Throughout, Sieveking positions marriage as an institution outgrown by "the modern Englishwoman" who has now, for the first time, realized her full potential as an independent being who need not be governed by conventional ideas about her only worth as limited to the dependent role of wife and helpmate. Gone is the era in which women could be coerced or "hood-winked" into "the way of submission," "her ignorance taken advantage of, her innocence abused, her trust betrayed." Instead, through proper education, they are beginning to realize their "illimitable power" in the "practically boundless...horizons" opening around them and to find that "life...can fulfill all [their] aspirations." Sieveking goes on to ask if woman "can manage life as she now knows it, for herself...why...in the name of commonsense and reason, should she go into unnecessary bondage" by marrying against her own inclinations?
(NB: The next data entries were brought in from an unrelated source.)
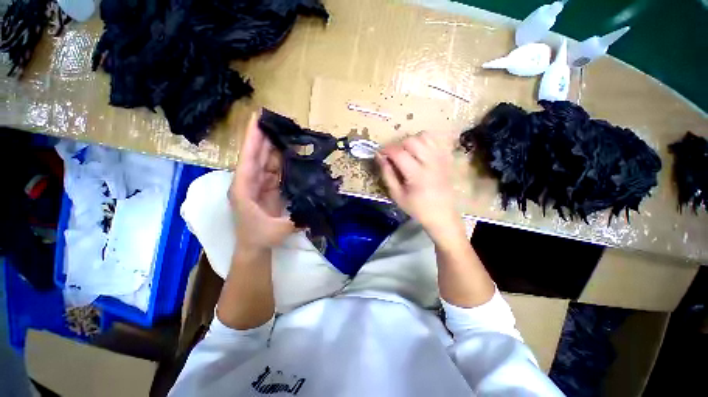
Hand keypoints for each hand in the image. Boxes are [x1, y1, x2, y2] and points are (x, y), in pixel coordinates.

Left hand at [229, 111, 294, 252]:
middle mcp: (249, 182)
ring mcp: (259, 184)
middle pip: (257, 155)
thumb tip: (312, 210)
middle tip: (277, 121)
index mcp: (244, 188)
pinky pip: (274, 170)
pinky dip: (281, 161)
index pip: (248, 159)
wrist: (255, 246)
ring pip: (266, 161)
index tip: (257, 118)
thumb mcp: (277, 231)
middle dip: (265, 137)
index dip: (252, 138)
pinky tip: (290, 152)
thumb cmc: (260, 238)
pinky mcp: (268, 188)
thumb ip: (294, 221)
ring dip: (275, 147)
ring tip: (286, 133)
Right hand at [377, 132, 459, 240]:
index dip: (386, 150)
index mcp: (417, 174)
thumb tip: (379, 157)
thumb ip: (387, 174)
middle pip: (412, 140)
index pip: (398, 152)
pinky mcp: (447, 159)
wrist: (442, 215)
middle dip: (398, 145)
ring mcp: (441, 159)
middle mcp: (431, 162)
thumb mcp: (397, 195)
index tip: (380, 154)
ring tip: (408, 154)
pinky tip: (420, 153)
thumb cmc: (417, 208)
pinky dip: (425, 142)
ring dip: (412, 142)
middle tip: (394, 157)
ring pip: (424, 136)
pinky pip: (436, 141)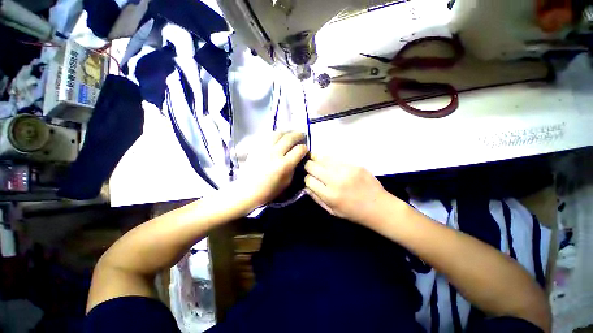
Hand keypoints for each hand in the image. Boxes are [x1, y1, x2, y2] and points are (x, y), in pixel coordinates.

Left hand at [236, 131, 307, 208]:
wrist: (248, 190)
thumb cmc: (269, 190)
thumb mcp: (287, 182)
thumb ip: (293, 168)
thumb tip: (297, 158)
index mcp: (284, 165)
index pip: (299, 150)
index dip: (304, 148)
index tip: (304, 150)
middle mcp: (275, 154)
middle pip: (289, 138)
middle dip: (298, 135)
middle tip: (301, 136)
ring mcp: (264, 149)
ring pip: (278, 133)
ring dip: (286, 132)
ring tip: (289, 134)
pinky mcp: (256, 148)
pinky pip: (267, 136)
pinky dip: (275, 134)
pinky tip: (277, 137)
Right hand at [304, 155, 388, 224]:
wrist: (379, 207)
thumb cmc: (353, 212)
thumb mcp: (332, 211)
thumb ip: (316, 198)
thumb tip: (306, 186)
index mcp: (330, 195)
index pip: (309, 180)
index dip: (307, 179)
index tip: (309, 180)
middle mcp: (336, 180)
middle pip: (312, 166)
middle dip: (309, 167)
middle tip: (310, 168)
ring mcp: (346, 170)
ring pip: (323, 158)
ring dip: (317, 160)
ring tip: (317, 161)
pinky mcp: (354, 165)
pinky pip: (336, 158)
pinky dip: (330, 160)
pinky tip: (331, 164)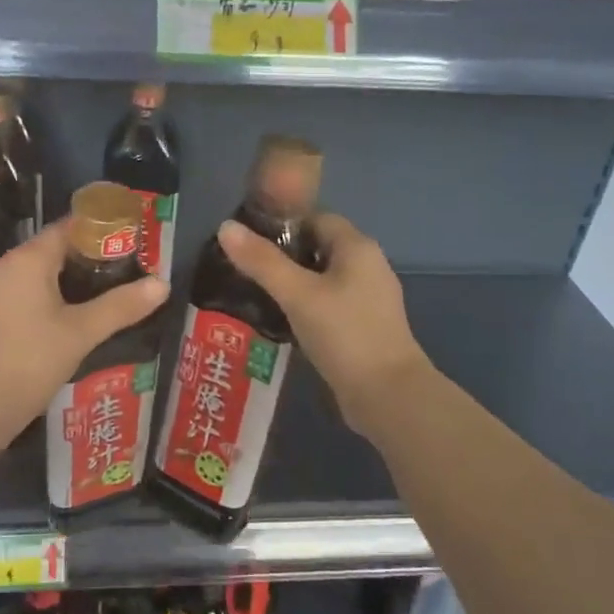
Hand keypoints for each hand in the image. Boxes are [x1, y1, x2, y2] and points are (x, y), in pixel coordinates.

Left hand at [0, 219, 169, 436]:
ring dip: (72, 280)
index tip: (132, 243)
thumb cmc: (30, 361)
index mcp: (27, 260)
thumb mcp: (82, 332)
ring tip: (109, 294)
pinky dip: (52, 297)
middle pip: (54, 249)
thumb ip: (121, 306)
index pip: (69, 228)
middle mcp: (6, 266)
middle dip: (91, 258)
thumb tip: (163, 284)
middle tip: (128, 272)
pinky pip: (27, 293)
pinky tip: (75, 318)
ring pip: (40, 273)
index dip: (101, 232)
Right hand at [217, 212, 431, 438]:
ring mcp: (369, 297)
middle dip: (283, 255)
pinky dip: (306, 306)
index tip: (248, 241)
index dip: (281, 224)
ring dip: (292, 283)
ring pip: (323, 277)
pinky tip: (281, 321)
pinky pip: (329, 303)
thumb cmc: (344, 334)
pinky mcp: (364, 325)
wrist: (388, 395)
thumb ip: (262, 261)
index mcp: (357, 247)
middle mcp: (368, 265)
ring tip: (255, 294)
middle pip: (318, 247)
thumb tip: (225, 226)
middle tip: (245, 269)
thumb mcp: (297, 294)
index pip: (315, 218)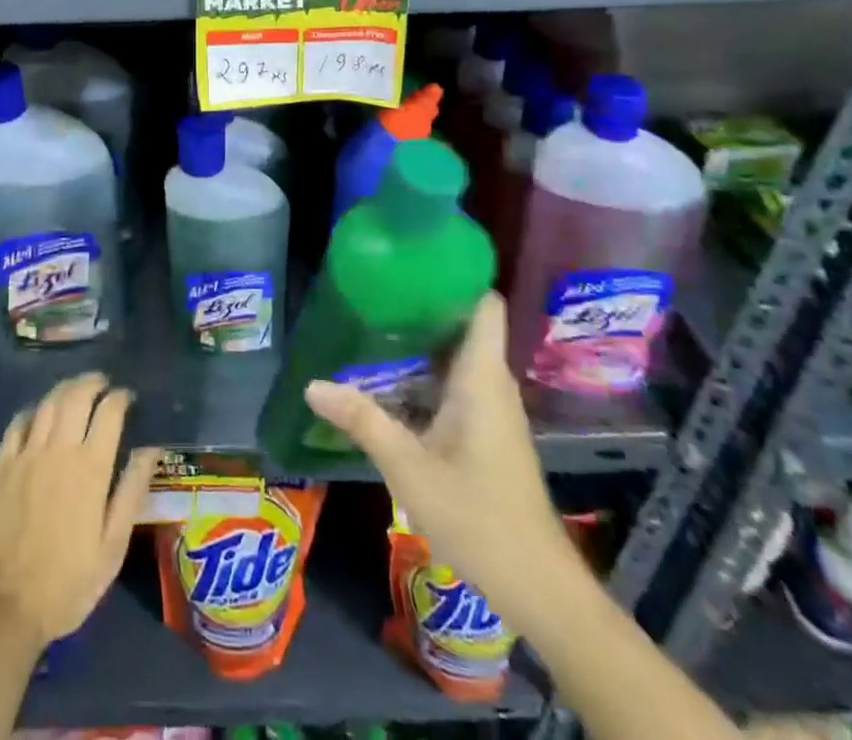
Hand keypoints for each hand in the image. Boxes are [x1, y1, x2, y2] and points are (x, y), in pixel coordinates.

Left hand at [0, 372, 160, 650]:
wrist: (3, 607)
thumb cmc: (67, 582)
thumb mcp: (112, 546)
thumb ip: (132, 491)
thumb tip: (151, 449)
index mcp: (91, 468)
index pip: (109, 412)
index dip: (120, 397)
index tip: (127, 397)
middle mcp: (58, 450)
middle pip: (77, 396)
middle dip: (93, 383)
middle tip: (103, 383)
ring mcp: (26, 454)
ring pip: (48, 403)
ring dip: (65, 389)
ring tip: (76, 389)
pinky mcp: (1, 465)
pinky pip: (18, 423)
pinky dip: (34, 410)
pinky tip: (40, 414)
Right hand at [303, 292, 570, 622]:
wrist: (538, 588)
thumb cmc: (478, 516)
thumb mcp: (409, 467)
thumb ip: (362, 421)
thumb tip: (312, 384)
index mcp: (481, 377)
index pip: (484, 305)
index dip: (456, 276)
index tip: (413, 262)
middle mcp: (491, 384)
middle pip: (463, 326)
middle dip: (423, 306)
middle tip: (375, 291)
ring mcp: (493, 411)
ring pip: (457, 358)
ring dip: (422, 343)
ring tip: (374, 325)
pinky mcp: (488, 434)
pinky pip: (457, 386)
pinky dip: (427, 376)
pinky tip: (391, 382)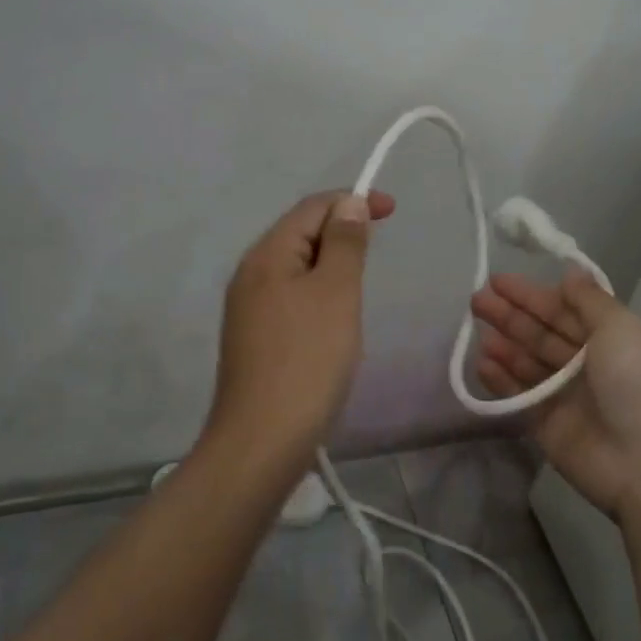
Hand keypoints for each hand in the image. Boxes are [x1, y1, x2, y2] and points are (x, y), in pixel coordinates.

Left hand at [209, 189, 395, 465]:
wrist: (263, 440)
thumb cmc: (307, 360)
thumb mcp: (335, 293)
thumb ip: (344, 243)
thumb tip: (347, 203)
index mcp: (266, 255)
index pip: (310, 208)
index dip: (351, 200)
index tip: (392, 210)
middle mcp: (250, 274)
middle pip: (299, 234)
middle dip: (341, 231)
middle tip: (378, 247)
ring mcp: (249, 309)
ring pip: (296, 269)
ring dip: (331, 265)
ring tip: (360, 283)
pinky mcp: (255, 339)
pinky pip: (292, 298)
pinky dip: (319, 294)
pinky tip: (335, 319)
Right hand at [471, 271, 640, 519]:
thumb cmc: (637, 384)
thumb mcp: (621, 328)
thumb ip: (589, 299)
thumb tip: (570, 271)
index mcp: (613, 339)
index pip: (566, 309)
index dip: (533, 294)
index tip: (498, 280)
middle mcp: (589, 364)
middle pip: (543, 332)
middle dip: (511, 314)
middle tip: (476, 299)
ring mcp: (567, 396)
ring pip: (528, 361)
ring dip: (503, 342)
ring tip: (475, 328)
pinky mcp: (547, 424)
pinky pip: (518, 394)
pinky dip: (500, 378)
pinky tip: (481, 362)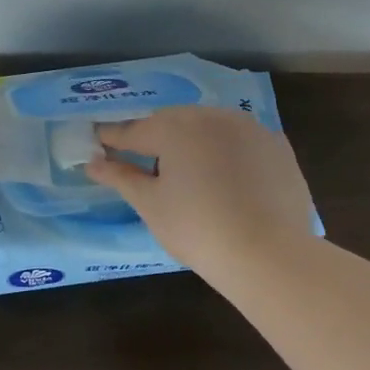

 Despite the progress in education for girls that has led to this newfound freedom, marriage must remain this state of "bondage" due to "the present-day young Englishman." Produced by the public school "machine" is typically "shallow, ordinary, and conventional." Educated in the views of "Early Victorian days," which deem marriage to men as women's sole reason for existence, these Englishmen prove woefully inadequate companions for women and will in fact "only hinder woman's individual development, and stunt her faculties." Indeed, the whole premise of traditional marriage that women "had no originality, that they were only meant to admire what men could do" has been proved false. Now that women are coming into their own individual talents, marriage has been shown to be "an attempt to merge into someone else what...is immergeable in its very essence."

According to Sieveking, this has lead women to much prefer celibacy than impose regressive constraints on their potential for self-realization. The only option for men is to make marriage seem "a true spiritual union or satisfaction" for both parties by "follow[ing] in the wake of her nobler scheme of life, her more progressive aims." In short, women will not go back in time, and if men wish to marry, they must instead come to terms with the new level of confidence and critical thought gained by women.